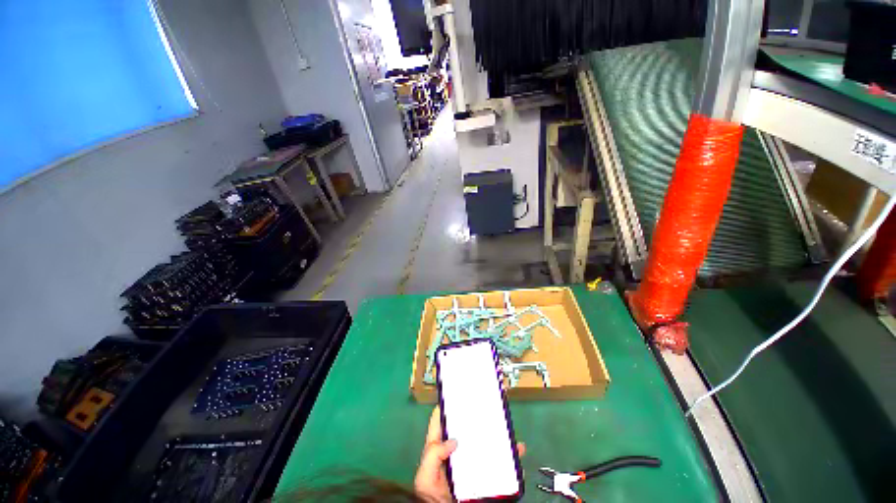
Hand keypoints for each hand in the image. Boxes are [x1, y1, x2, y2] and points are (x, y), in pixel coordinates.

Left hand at [414, 407, 525, 501]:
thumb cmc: (432, 496)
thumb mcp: (425, 477)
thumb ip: (432, 455)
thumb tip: (453, 440)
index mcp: (440, 446)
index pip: (442, 420)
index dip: (448, 405)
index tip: (460, 393)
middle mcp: (457, 450)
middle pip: (466, 428)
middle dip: (476, 415)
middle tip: (487, 403)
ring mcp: (470, 461)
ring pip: (484, 442)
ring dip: (496, 433)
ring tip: (505, 423)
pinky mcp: (483, 474)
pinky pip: (499, 463)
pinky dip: (510, 456)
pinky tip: (518, 450)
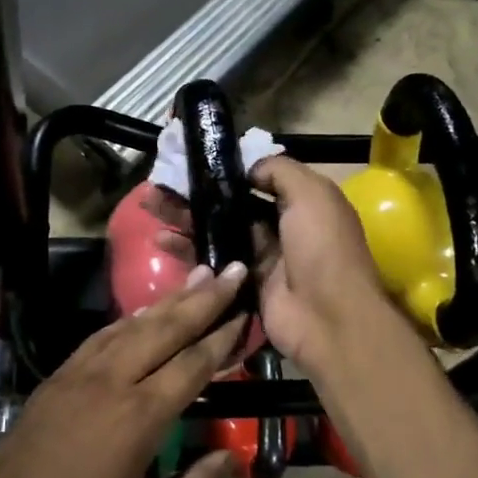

□ □ □

▶ GOAL OF THE EXERCISE:
Take the line with "thumb tip: (453, 440)" and every line after it through the end of the data, and write only them out exactly, leaving out the pictures.

▶ WRITTEN REPLY:
thumb tip: (453, 440)
index mcp: (440, 446)
index pip: (442, 420)
index dip: (448, 405)
index tip: (460, 393)
middle mcp: (457, 450)
middle pip: (466, 428)
middle dip: (476, 415)
middle tip: (487, 403)
ring mcp: (470, 461)
ring pip: (484, 442)
ring dip: (496, 433)
ring tip: (505, 423)
pinky mcp: (483, 474)
pinky pip: (499, 463)
pinky dip: (510, 456)
pinky tip: (518, 450)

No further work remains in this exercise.